Searching for silver linings in a lost season
It hasn't been ALL bad
BREAKING NEWS: The Columbus Blue Jackets are having the season from hell.
Oh wait, you knew that already, didn't you?
It felt like everything that could go wrong did go wrong this season, and we'll have plenty of time between now and the start of fall training camp to go over that. For now, however, let's try to look on the bright side. Are there things this season which we can be thankful for?
Top prospects shine
Kent Johnson, the #5 overall pick in 2021, has been productive all season despite often finding himself buried in the lineup. Fortunately he has earned more consistent top 6 minutes as of late and is making the most of it. He's fourth on the team in assists (24) and fifth in points (40). He's also fourth among rookies leaguewide in points.
Arguably an even more impressive debut has come from 2018 second round pick Kirill Marchenko. We had to wait four years for him to come to North America, but it has been worth the wait. He's sixth on the team in points (25) and third in goals (21)...despite appearing in just 55 games since his call-up in December. He is just one goal behind Seattle's Matty Beniers for the rookie lead, and tied with Dallas's Wyatt Johnson. Each has played at least 20 more games than Marchenko. In addition, he has an infectious enthusiasm which has earned the affection of coaches, teammates, and local media alike.
Lightning strikes twice
Some players had career years in the better-than-expected 2021-22 season, and it was fair to wonder whether those multi-year veterans could sustain that. In some cases, at least, they have.
Sean Kuraly hit double digit goals for the first time last season, with 14 (he had just 24 total in four full seasons in Boston). He hit 10 goals again this season, through 67 games. He isn't picking up as many assists, but one of his linemates has remained productive: Eric Robinson went from 7 goals in 2019-20 to 8 in 2021 and 10 last season. This year he is at 12, and has also appeared in a career high 71 games.
Captain Booner Jenner entered the league as an offensive winger and scored 30 in his third season. After that, however, he had five straight seasons of fewer than 20 goals each, and seemed more like a checking line player. Beginning last season he became the top line center and was on pace for another 30 goal season before suffering a season-ending back injury. Would his back hold up this season? Could he possibly score as much?
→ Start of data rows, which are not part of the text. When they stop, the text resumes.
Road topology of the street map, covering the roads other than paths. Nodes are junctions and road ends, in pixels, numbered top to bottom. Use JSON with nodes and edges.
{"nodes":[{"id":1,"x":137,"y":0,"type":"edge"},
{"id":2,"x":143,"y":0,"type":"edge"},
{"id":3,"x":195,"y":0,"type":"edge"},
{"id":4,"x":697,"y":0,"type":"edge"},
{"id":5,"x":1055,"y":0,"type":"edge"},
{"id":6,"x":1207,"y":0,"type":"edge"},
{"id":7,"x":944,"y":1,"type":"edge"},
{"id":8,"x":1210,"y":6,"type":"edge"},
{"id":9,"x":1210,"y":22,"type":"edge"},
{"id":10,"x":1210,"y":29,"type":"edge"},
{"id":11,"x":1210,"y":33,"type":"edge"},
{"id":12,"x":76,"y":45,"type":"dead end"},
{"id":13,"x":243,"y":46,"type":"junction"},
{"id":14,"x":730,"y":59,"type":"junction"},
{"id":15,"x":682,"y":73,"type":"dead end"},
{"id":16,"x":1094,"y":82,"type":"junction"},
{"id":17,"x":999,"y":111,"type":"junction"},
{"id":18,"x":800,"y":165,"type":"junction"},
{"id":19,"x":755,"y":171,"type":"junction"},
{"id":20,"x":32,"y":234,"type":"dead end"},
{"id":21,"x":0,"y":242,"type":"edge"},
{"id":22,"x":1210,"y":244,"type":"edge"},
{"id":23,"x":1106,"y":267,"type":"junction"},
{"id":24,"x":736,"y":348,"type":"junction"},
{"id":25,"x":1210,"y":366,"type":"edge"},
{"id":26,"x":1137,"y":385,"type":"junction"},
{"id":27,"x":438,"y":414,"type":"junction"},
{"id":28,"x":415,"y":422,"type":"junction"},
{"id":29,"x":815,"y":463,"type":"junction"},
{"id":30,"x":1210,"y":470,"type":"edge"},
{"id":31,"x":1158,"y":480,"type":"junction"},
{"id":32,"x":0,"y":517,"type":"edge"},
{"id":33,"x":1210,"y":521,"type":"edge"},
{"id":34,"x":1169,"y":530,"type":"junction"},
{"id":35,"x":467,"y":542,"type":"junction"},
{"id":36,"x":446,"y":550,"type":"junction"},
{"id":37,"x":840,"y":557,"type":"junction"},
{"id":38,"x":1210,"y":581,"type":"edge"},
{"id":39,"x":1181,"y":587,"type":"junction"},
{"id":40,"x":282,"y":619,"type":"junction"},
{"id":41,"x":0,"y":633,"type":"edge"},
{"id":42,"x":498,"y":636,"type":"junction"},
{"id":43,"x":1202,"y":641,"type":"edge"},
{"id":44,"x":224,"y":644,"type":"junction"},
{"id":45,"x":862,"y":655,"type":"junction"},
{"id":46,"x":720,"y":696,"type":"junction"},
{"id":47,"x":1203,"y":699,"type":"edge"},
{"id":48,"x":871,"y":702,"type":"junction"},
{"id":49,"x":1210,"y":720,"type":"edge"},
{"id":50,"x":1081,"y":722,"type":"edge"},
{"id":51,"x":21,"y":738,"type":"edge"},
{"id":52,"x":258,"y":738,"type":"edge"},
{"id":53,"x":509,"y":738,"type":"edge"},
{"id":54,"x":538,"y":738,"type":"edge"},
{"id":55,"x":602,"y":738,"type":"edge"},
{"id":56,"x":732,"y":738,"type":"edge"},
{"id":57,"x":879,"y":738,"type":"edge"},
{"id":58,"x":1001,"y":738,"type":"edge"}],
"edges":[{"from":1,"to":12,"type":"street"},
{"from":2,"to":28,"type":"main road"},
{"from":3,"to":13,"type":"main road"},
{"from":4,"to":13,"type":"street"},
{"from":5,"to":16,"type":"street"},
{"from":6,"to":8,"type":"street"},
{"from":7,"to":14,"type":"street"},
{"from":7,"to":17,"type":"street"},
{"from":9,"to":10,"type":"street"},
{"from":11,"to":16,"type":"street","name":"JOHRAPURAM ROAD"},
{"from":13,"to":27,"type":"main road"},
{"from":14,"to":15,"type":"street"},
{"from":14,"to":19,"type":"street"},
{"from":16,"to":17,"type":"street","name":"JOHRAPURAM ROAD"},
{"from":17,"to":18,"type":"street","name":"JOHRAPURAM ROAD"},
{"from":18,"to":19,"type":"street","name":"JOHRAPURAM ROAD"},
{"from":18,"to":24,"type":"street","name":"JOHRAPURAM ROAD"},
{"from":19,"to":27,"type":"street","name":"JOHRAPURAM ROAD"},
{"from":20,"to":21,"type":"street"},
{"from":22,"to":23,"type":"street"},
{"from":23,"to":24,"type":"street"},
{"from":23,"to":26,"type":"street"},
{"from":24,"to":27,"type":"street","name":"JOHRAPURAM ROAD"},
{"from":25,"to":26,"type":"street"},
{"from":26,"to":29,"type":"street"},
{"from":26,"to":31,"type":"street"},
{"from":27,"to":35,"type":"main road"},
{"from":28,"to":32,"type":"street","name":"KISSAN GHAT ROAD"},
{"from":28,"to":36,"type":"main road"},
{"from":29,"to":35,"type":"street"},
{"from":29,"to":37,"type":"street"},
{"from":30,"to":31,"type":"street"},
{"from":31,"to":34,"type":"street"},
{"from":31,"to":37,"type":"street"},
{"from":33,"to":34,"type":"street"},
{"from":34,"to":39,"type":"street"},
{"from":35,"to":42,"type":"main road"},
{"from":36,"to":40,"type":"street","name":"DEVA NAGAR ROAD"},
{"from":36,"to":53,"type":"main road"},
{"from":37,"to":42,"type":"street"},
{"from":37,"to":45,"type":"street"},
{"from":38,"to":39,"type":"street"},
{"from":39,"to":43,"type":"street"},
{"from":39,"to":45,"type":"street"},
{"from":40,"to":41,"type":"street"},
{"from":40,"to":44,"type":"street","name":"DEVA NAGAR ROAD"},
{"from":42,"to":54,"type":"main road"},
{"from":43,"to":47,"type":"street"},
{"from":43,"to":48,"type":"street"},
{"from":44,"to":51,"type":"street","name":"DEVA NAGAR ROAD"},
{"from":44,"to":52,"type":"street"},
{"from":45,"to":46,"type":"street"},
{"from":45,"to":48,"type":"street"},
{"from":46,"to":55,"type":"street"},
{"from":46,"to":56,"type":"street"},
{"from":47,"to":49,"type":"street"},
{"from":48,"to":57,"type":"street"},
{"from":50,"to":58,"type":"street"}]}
He missed time with a thumb injury in December, but has played 67 games vs. last year's 59, and has improved from 23/21/44 to 26/19/45. He is four goals, three assists, or four points from tying his respective career highs.
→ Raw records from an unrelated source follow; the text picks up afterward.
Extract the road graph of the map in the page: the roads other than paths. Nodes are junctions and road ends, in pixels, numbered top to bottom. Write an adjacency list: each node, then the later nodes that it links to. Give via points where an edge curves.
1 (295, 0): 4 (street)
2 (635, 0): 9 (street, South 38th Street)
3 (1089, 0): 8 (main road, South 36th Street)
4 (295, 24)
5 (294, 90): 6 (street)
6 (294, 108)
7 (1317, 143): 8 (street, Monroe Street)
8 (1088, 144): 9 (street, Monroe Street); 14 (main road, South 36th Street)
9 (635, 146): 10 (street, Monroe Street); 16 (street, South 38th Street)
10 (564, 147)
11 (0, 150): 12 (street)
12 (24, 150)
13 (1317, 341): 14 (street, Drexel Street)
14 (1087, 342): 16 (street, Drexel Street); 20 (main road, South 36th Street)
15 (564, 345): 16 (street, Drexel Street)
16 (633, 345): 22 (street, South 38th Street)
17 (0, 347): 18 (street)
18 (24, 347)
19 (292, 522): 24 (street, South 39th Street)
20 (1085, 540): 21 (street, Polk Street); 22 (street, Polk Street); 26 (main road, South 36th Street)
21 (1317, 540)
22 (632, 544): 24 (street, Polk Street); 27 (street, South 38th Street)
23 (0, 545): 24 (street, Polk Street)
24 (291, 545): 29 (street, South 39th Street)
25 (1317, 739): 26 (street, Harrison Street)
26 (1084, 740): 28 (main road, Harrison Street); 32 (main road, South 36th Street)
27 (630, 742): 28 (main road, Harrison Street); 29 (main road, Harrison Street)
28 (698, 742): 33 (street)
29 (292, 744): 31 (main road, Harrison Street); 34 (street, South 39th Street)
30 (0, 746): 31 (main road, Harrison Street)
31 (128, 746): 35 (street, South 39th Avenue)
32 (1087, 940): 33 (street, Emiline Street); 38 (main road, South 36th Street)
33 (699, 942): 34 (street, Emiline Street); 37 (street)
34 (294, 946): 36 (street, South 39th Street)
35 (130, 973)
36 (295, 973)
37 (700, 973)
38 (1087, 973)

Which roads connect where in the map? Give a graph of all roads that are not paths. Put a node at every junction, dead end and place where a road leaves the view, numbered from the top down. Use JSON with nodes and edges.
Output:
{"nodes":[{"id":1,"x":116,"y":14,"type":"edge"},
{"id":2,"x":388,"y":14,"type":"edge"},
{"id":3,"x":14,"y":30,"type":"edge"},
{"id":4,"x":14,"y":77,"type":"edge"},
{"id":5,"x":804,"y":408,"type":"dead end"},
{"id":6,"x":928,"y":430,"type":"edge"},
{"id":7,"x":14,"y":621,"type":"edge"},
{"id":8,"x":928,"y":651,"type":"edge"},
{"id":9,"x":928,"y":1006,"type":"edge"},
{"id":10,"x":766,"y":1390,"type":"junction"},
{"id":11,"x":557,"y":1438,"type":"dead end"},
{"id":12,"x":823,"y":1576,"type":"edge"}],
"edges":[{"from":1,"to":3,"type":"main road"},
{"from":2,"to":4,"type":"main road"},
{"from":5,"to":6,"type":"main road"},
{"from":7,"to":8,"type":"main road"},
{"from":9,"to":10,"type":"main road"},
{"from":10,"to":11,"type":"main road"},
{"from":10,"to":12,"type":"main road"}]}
Finally, Patrik Laine eased a lot of concerns last season by putting up an even 56 points in 56 games, largely thanks to a red-hot February. He was more consistent throughout this season and has 52 points (22/30) in 55 games. The biggest problem has been staying healthy.
Gaudreau as advertised
Being the highest paid player in franchise history carries massive expectations, and it's fair to say that Gaudreau has lived up to it so far. Every player has missed time this season, but he has been more available than most. He is fourth on the team in goals and way in the lead in assists and points. He is tied with 2002-03 Ray Whitney for most assists in a season in CBJ history (52) and tied with 2014-15 Ryan Johansen for sixth in points (71).
He's not matching the 115 points he had in Calgary last season, and his team is far worse, but throughout he has kept a positive attitude and continued to sing the praises of Columbus as his new home.
If we run out of things to feel good about with the Jackets, can we enjoy the struggles of others? Misery loves company, right? For years we've been looking up at Washington and Pittsburgh at the top of the Metro. Well, they're still ahead of us but the downward trend we've been anticipating for years has finally arrived. The Capitals will miss the playoffs this season for the first time since 2013-14. The Penguins are still in the playoff hunt, but are limping towards the finish line. As of this writing, they are a point behind the Panthers and Islanders for the wild cards. In addition, it's not clear if they have cap room or assets to add short term help to keep their window of contention open beyond this year.
Fifth Line shows up
Despite any hope of a contender being dashed well before Thanksgiving, the Blue Jackets faithful have been packing Nationwide Arena in 2023. There were four shutouts in the first three months: opening night (vs. Tampa), New Year's Eve (vs. Chicago), Pittsburgh, and Detroit. This year, however, there have been 8 games with an attendance over 18,000, in just 17 home games.
I can't explain WHY this is happening. Is there really nothing better to do in Columbus in winter? (Don't answer that) I think it shows that this market is still passionate about hockey, and aren't just front-runners for this team anymore.
What have you enjoyed most about this season?